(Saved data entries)
*** Block opens ***
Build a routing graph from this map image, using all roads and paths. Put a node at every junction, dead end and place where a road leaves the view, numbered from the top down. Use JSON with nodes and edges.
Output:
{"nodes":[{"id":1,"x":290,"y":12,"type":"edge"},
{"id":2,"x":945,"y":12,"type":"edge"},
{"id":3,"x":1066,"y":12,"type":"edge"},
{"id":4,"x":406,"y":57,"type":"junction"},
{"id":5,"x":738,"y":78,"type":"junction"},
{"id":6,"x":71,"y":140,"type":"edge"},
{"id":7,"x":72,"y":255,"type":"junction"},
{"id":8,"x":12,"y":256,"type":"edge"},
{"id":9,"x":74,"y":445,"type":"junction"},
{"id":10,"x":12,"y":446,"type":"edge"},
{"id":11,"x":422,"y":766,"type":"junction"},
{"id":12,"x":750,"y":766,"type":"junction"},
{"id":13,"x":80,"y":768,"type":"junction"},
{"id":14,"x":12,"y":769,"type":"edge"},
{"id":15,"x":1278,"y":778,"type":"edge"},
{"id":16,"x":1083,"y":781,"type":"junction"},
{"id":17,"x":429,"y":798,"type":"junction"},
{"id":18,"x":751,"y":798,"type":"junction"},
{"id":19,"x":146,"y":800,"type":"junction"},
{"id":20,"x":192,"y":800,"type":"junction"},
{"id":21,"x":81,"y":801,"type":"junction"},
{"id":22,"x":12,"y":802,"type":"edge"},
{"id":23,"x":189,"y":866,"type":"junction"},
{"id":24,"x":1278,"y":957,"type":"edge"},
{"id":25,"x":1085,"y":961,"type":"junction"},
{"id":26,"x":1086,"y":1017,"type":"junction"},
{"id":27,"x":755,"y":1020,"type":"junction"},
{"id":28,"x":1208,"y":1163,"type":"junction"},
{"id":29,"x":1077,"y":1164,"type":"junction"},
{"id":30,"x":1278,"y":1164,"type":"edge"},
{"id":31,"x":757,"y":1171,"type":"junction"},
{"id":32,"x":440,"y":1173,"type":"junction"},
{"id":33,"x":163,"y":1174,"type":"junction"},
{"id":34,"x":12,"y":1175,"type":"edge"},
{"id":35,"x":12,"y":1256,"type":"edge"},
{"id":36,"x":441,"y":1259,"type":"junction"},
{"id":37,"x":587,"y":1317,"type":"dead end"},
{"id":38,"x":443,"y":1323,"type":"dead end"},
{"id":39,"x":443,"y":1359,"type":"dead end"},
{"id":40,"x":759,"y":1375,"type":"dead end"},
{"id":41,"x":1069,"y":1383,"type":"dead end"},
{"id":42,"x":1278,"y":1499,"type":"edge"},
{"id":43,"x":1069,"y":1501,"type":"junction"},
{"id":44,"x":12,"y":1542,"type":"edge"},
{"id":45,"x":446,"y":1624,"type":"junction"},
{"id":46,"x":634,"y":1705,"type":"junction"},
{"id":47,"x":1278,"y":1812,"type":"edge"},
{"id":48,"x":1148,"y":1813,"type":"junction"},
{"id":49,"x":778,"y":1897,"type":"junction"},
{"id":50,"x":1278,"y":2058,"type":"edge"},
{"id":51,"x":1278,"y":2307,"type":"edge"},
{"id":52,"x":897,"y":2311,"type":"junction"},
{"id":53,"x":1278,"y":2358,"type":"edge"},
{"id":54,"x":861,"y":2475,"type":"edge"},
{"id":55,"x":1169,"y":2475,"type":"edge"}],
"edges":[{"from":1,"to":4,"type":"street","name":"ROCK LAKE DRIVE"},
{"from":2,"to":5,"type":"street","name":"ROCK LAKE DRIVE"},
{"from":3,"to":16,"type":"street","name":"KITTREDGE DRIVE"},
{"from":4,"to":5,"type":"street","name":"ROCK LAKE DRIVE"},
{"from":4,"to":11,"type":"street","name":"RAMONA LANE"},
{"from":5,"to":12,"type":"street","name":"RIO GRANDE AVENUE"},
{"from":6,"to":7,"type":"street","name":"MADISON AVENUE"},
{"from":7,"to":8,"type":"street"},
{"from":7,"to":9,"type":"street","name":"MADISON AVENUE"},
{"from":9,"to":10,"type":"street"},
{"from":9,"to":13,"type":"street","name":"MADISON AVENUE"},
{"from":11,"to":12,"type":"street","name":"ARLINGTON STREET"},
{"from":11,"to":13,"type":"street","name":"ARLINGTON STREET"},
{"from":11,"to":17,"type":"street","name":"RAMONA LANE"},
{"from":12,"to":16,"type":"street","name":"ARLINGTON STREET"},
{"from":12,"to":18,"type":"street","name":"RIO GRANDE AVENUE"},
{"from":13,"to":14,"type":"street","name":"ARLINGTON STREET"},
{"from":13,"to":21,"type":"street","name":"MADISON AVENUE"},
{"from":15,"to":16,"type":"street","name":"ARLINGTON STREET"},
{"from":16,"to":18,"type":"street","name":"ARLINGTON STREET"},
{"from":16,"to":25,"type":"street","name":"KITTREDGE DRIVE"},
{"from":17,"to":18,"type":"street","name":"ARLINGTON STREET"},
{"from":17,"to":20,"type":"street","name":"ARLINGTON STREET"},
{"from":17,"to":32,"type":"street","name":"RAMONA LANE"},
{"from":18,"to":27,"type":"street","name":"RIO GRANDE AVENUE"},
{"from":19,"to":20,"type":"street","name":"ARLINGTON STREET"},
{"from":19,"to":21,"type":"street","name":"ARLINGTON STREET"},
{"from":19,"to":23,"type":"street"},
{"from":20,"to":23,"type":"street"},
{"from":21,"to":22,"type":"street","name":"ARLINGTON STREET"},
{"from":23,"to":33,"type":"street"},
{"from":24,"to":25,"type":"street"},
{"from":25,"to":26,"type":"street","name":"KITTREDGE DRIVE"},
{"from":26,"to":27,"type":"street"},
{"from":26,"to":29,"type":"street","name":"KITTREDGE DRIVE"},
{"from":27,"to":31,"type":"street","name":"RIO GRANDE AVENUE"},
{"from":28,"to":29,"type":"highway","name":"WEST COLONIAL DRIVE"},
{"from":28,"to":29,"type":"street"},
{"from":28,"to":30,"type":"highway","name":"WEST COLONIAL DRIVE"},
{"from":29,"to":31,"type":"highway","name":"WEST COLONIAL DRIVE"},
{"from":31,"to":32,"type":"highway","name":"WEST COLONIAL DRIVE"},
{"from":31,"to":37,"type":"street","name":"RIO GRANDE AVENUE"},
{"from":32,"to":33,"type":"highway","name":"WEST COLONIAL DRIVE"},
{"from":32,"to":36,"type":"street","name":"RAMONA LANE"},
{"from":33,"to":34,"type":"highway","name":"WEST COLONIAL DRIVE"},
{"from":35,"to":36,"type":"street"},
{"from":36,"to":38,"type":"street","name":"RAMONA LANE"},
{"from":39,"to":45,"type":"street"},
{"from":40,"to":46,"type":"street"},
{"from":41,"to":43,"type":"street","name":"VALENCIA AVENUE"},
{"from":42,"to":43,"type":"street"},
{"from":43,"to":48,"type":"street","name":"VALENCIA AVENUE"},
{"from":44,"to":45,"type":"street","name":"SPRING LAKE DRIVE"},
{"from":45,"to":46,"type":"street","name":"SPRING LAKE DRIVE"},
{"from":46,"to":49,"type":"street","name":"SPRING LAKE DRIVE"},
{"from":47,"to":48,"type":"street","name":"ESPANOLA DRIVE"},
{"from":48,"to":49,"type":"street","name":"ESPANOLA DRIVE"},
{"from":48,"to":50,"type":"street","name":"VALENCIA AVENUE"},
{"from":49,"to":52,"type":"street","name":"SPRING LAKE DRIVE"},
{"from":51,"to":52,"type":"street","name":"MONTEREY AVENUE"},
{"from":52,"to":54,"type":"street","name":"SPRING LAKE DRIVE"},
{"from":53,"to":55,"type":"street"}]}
*** Block closes ***
■ **Your task**
Transcribe every entry exactly as it reads.

■ **Response area**
Build a routing graph from this map image, using all roads and paths. Put a node at every junction, dead end and place where a road leaves the view, numbered from the top down. Use JSON with nodes and edges.
Output:
{"nodes":[{"id":1,"x":290,"y":12,"type":"edge"},
{"id":2,"x":945,"y":12,"type":"edge"},
{"id":3,"x":1066,"y":12,"type":"edge"},
{"id":4,"x":406,"y":57,"type":"junction"},
{"id":5,"x":738,"y":78,"type":"junction"},
{"id":6,"x":71,"y":140,"type":"edge"},
{"id":7,"x":72,"y":255,"type":"junction"},
{"id":8,"x":12,"y":256,"type":"edge"},
{"id":9,"x":74,"y":445,"type":"junction"},
{"id":10,"x":12,"y":446,"type":"edge"},
{"id":11,"x":422,"y":766,"type":"junction"},
{"id":12,"x":750,"y":766,"type":"junction"},
{"id":13,"x":80,"y":768,"type":"junction"},
{"id":14,"x":12,"y":769,"type":"edge"},
{"id":15,"x":1278,"y":778,"type":"edge"},
{"id":16,"x":1083,"y":781,"type":"junction"},
{"id":17,"x":429,"y":798,"type":"junction"},
{"id":18,"x":751,"y":798,"type":"junction"},
{"id":19,"x":146,"y":800,"type":"junction"},
{"id":20,"x":192,"y":800,"type":"junction"},
{"id":21,"x":81,"y":801,"type":"junction"},
{"id":22,"x":12,"y":802,"type":"edge"},
{"id":23,"x":189,"y":866,"type":"junction"},
{"id":24,"x":1278,"y":957,"type":"edge"},
{"id":25,"x":1085,"y":961,"type":"junction"},
{"id":26,"x":1086,"y":1017,"type":"junction"},
{"id":27,"x":755,"y":1020,"type":"junction"},
{"id":28,"x":1208,"y":1163,"type":"junction"},
{"id":29,"x":1077,"y":1164,"type":"junction"},
{"id":30,"x":1278,"y":1164,"type":"edge"},
{"id":31,"x":757,"y":1171,"type":"junction"},
{"id":32,"x":440,"y":1173,"type":"junction"},
{"id":33,"x":163,"y":1174,"type":"junction"},
{"id":34,"x":12,"y":1175,"type":"edge"},
{"id":35,"x":12,"y":1256,"type":"edge"},
{"id":36,"x":441,"y":1259,"type":"junction"},
{"id":37,"x":587,"y":1317,"type":"dead end"},
{"id":38,"x":443,"y":1323,"type":"dead end"},
{"id":39,"x":443,"y":1359,"type":"dead end"},
{"id":40,"x":759,"y":1375,"type":"dead end"},
{"id":41,"x":1069,"y":1383,"type":"dead end"},
{"id":42,"x":1278,"y":1499,"type":"edge"},
{"id":43,"x":1069,"y":1501,"type":"junction"},
{"id":44,"x":12,"y":1542,"type":"edge"},
{"id":45,"x":446,"y":1624,"type":"junction"},
{"id":46,"x":634,"y":1705,"type":"junction"},
{"id":47,"x":1278,"y":1812,"type":"edge"},
{"id":48,"x":1148,"y":1813,"type":"junction"},
{"id":49,"x":778,"y":1897,"type":"junction"},
{"id":50,"x":1278,"y":2058,"type":"edge"},
{"id":51,"x":1278,"y":2307,"type":"edge"},
{"id":52,"x":897,"y":2311,"type":"junction"},
{"id":53,"x":1278,"y":2358,"type":"edge"},
{"id":54,"x":861,"y":2475,"type":"edge"},
{"id":55,"x":1169,"y":2475,"type":"edge"}],
"edges":[{"from":1,"to":4,"type":"street","name":"ROCK LAKE DRIVE"},
{"from":2,"to":5,"type":"street","name":"ROCK LAKE DRIVE"},
{"from":3,"to":16,"type":"street","name":"KITTREDGE DRIVE"},
{"from":4,"to":5,"type":"street","name":"ROCK LAKE DRIVE"},
{"from":4,"to":11,"type":"street","name":"RAMONA LANE"},
{"from":5,"to":12,"type":"street","name":"RIO GRANDE AVENUE"},
{"from":6,"to":7,"type":"street","name":"MADISON AVENUE"},
{"from":7,"to":8,"type":"street"},
{"from":7,"to":9,"type":"street","name":"MADISON AVENUE"},
{"from":9,"to":10,"type":"street"},
{"from":9,"to":13,"type":"street","name":"MADISON AVENUE"},
{"from":11,"to":12,"type":"street","name":"ARLINGTON STREET"},
{"from":11,"to":13,"type":"street","name":"ARLINGTON STREET"},
{"from":11,"to":17,"type":"street","name":"RAMONA LANE"},
{"from":12,"to":16,"type":"street","name":"ARLINGTON STREET"},
{"from":12,"to":18,"type":"street","name":"RIO GRANDE AVENUE"},
{"from":13,"to":14,"type":"street","name":"ARLINGTON STREET"},
{"from":13,"to":21,"type":"street","name":"MADISON AVENUE"},
{"from":15,"to":16,"type":"street","name":"ARLINGTON STREET"},
{"from":16,"to":18,"type":"street","name":"ARLINGTON STREET"},
{"from":16,"to":25,"type":"street","name":"KITTREDGE DRIVE"},
{"from":17,"to":18,"type":"street","name":"ARLINGTON STREET"},
{"from":17,"to":20,"type":"street","name":"ARLINGTON STREET"},
{"from":17,"to":32,"type":"street","name":"RAMONA LANE"},
{"from":18,"to":27,"type":"street","name":"RIO GRANDE AVENUE"},
{"from":19,"to":20,"type":"street","name":"ARLINGTON STREET"},
{"from":19,"to":21,"type":"street","name":"ARLINGTON STREET"},
{"from":19,"to":23,"type":"street"},
{"from":20,"to":23,"type":"street"},
{"from":21,"to":22,"type":"street","name":"ARLINGTON STREET"},
{"from":23,"to":33,"type":"street"},
{"from":24,"to":25,"type":"street"},
{"from":25,"to":26,"type":"street","name":"KITTREDGE DRIVE"},
{"from":26,"to":27,"type":"street"},
{"from":26,"to":29,"type":"street","name":"KITTREDGE DRIVE"},
{"from":27,"to":31,"type":"street","name":"RIO GRANDE AVENUE"},
{"from":28,"to":29,"type":"highway","name":"WEST COLONIAL DRIVE"},
{"from":28,"to":29,"type":"street"},
{"from":28,"to":30,"type":"highway","name":"WEST COLONIAL DRIVE"},
{"from":29,"to":31,"type":"highway","name":"WEST COLONIAL DRIVE"},
{"from":31,"to":32,"type":"highway","name":"WEST COLONIAL DRIVE"},
{"from":31,"to":37,"type":"street","name":"RIO GRANDE AVENUE"},
{"from":32,"to":33,"type":"highway","name":"WEST COLONIAL DRIVE"},
{"from":32,"to":36,"type":"street","name":"RAMONA LANE"},
{"from":33,"to":34,"type":"highway","name":"WEST COLONIAL DRIVE"},
{"from":35,"to":36,"type":"street"},
{"from":36,"to":38,"type":"street","name":"RAMONA LANE"},
{"from":39,"to":45,"type":"street"},
{"from":40,"to":46,"type":"street"},
{"from":41,"to":43,"type":"street","name":"VALENCIA AVENUE"},
{"from":42,"to":43,"type":"street"},
{"from":43,"to":48,"type":"street","name":"VALENCIA AVENUE"},
{"from":44,"to":45,"type":"street","name":"SPRING LAKE DRIVE"},
{"from":45,"to":46,"type":"street","name":"SPRING LAKE DRIVE"},
{"from":46,"to":49,"type":"street","name":"SPRING LAKE DRIVE"},
{"from":47,"to":48,"type":"street","name":"ESPANOLA DRIVE"},
{"from":48,"to":49,"type":"street","name":"ESPANOLA DRIVE"},
{"from":48,"to":50,"type":"street","name":"VALENCIA AVENUE"},
{"from":49,"to":52,"type":"street","name":"SPRING LAKE DRIVE"},
{"from":51,"to":52,"type":"street","name":"MONTEREY AVENUE"},
{"from":52,"to":54,"type":"street","name":"SPRING LAKE DRIVE"},
{"from":53,"to":55,"type":"street"}]}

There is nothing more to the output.